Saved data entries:
•••
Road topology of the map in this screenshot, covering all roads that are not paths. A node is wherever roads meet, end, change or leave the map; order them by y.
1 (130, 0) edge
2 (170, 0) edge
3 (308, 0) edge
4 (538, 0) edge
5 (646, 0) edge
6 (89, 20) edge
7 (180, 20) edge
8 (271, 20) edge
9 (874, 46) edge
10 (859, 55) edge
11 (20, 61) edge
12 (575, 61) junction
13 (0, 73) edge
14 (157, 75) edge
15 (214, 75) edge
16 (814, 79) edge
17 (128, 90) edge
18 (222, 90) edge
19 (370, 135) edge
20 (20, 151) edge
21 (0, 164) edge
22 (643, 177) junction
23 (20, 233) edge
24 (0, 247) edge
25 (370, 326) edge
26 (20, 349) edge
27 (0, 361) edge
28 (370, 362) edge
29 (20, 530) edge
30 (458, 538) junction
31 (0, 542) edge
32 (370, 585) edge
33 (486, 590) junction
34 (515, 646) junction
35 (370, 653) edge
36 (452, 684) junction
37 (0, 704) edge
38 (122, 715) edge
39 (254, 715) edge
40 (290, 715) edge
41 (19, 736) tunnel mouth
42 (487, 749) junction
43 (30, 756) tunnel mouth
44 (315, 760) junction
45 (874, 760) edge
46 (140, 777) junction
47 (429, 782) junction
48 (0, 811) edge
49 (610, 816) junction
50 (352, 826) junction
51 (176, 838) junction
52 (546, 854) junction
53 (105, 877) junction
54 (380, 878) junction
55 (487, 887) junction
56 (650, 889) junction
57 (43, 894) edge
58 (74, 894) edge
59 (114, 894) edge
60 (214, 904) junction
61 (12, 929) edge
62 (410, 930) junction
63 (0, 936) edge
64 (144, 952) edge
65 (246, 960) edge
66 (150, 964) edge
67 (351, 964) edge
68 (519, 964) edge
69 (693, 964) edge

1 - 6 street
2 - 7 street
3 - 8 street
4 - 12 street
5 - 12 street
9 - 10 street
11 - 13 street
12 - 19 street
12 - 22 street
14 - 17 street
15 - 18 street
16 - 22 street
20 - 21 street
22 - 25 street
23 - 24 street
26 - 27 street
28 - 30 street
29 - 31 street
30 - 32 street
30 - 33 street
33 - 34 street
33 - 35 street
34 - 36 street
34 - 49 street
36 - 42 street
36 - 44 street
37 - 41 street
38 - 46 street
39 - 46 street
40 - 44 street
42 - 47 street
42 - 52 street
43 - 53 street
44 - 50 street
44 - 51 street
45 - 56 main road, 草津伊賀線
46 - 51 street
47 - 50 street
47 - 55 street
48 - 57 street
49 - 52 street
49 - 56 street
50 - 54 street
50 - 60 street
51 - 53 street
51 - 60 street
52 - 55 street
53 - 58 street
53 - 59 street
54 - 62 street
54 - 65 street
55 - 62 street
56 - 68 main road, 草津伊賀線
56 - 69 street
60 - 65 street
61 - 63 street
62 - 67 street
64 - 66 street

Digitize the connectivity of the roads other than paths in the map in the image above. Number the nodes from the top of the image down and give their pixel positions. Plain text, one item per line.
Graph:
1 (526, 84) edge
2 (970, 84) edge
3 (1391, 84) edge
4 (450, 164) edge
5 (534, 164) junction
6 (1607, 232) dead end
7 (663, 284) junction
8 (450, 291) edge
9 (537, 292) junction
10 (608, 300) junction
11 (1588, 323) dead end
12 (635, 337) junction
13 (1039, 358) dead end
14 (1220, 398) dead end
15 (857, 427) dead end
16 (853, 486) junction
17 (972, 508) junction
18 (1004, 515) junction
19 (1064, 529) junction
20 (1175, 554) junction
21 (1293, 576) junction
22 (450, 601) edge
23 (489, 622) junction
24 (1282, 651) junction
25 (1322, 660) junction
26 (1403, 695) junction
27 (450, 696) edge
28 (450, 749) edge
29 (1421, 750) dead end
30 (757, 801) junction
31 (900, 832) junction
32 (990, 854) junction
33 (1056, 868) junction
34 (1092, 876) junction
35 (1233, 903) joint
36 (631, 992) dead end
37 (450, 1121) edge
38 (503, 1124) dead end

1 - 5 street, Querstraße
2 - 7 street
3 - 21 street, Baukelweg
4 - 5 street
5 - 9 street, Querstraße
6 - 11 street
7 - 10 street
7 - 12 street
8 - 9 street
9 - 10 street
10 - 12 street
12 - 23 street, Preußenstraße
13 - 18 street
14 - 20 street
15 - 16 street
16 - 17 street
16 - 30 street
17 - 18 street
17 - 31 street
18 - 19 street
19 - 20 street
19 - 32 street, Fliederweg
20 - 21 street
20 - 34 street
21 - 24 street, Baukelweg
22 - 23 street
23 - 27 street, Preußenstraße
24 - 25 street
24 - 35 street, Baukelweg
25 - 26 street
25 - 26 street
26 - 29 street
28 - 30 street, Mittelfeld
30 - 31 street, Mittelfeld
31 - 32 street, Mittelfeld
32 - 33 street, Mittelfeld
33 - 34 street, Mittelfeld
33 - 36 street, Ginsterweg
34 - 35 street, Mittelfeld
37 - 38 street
•••
• TASK OBJECTIVE: What you return must be the entries, given again word for word.

• EXPECTED ANSWER:
Road topology of the map in this screenshot, covering all roads that are not paths. A node is wherever roads meet, end, change or leave the map; order them by y.
1 (130, 0) edge
2 (170, 0) edge
3 (308, 0) edge
4 (538, 0) edge
5 (646, 0) edge
6 (89, 20) edge
7 (180, 20) edge
8 (271, 20) edge
9 (874, 46) edge
10 (859, 55) edge
11 (20, 61) edge
12 (575, 61) junction
13 (0, 73) edge
14 (157, 75) edge
15 (214, 75) edge
16 (814, 79) edge
17 (128, 90) edge
18 (222, 90) edge
19 (370, 135) edge
20 (20, 151) edge
21 (0, 164) edge
22 (643, 177) junction
23 (20, 233) edge
24 (0, 247) edge
25 (370, 326) edge
26 (20, 349) edge
27 (0, 361) edge
28 (370, 362) edge
29 (20, 530) edge
30 (458, 538) junction
31 (0, 542) edge
32 (370, 585) edge
33 (486, 590) junction
34 (515, 646) junction
35 (370, 653) edge
36 (452, 684) junction
37 (0, 704) edge
38 (122, 715) edge
39 (254, 715) edge
40 (290, 715) edge
41 (19, 736) tunnel mouth
42 (487, 749) junction
43 (30, 756) tunnel mouth
44 (315, 760) junction
45 (874, 760) edge
46 (140, 777) junction
47 (429, 782) junction
48 (0, 811) edge
49 (610, 816) junction
50 (352, 826) junction
51 (176, 838) junction
52 (546, 854) junction
53 (105, 877) junction
54 (380, 878) junction
55 (487, 887) junction
56 (650, 889) junction
57 (43, 894) edge
58 (74, 894) edge
59 (114, 894) edge
60 (214, 904) junction
61 (12, 929) edge
62 (410, 930) junction
63 (0, 936) edge
64 (144, 952) edge
65 (246, 960) edge
66 (150, 964) edge
67 (351, 964) edge
68 (519, 964) edge
69 (693, 964) edge

1 - 6 street
2 - 7 street
3 - 8 street
4 - 12 street
5 - 12 street
9 - 10 street
11 - 13 street
12 - 19 street
12 - 22 street
14 - 17 street
15 - 18 street
16 - 22 street
20 - 21 street
22 - 25 street
23 - 24 street
26 - 27 street
28 - 30 street
29 - 31 street
30 - 32 street
30 - 33 street
33 - 34 street
33 - 35 street
34 - 36 street
34 - 49 street
36 - 42 street
36 - 44 street
37 - 41 street
38 - 46 street
39 - 46 street
40 - 44 street
42 - 47 street
42 - 52 street
43 - 53 street
44 - 50 street
44 - 51 street
45 - 56 main road, 草津伊賀線
46 - 51 street
47 - 50 street
47 - 55 street
48 - 57 street
49 - 52 street
49 - 56 street
50 - 54 street
50 - 60 street
51 - 53 street
51 - 60 street
52 - 55 street
53 - 58 street
53 - 59 street
54 - 62 street
54 - 65 street
55 - 62 street
56 - 68 main road, 草津伊賀線
56 - 69 street
60 - 65 street
61 - 63 street
62 - 67 street
64 - 66 street

Digitize the connectivity of the roads other than paths in the map in the image above. Number the nodes from the top of the image down and give their pixel positions. Plain text, one item per line.
Graph:
1 (526, 84) edge
2 (970, 84) edge
3 (1391, 84) edge
4 (450, 164) edge
5 (534, 164) junction
6 (1607, 232) dead end
7 (663, 284) junction
8 (450, 291) edge
9 (537, 292) junction
10 (608, 300) junction
11 (1588, 323) dead end
12 (635, 337) junction
13 (1039, 358) dead end
14 (1220, 398) dead end
15 (857, 427) dead end
16 (853, 486) junction
17 (972, 508) junction
18 (1004, 515) junction
19 (1064, 529) junction
20 (1175, 554) junction
21 (1293, 576) junction
22 (450, 601) edge
23 (489, 622) junction
24 (1282, 651) junction
25 (1322, 660) junction
26 (1403, 695) junction
27 (450, 696) edge
28 (450, 749) edge
29 (1421, 750) dead end
30 (757, 801) junction
31 (900, 832) junction
32 (990, 854) junction
33 (1056, 868) junction
34 (1092, 876) junction
35 (1233, 903) joint
36 (631, 992) dead end
37 (450, 1121) edge
38 (503, 1124) dead end

1 - 5 street, Querstraße
2 - 7 street
3 - 21 street, Baukelweg
4 - 5 street
5 - 9 street, Querstraße
6 - 11 street
7 - 10 street
7 - 12 street
8 - 9 street
9 - 10 street
10 - 12 street
12 - 23 street, Preußenstraße
13 - 18 street
14 - 20 street
15 - 16 street
16 - 17 street
16 - 30 street
17 - 18 street
17 - 31 street
18 - 19 street
19 - 20 street
19 - 32 street, Fliederweg
20 - 21 street
20 - 34 street
21 - 24 street, Baukelweg
22 - 23 street
23 - 27 street, Preußenstraße
24 - 25 street
24 - 35 street, Baukelweg
25 - 26 street
25 - 26 street
26 - 29 street
28 - 30 street, Mittelfeld
30 - 31 street, Mittelfeld
31 - 32 street, Mittelfeld
32 - 33 street, Mittelfeld
33 - 34 street, Mittelfeld
33 - 36 street, Ginsterweg
34 - 35 street, Mittelfeld
37 - 38 street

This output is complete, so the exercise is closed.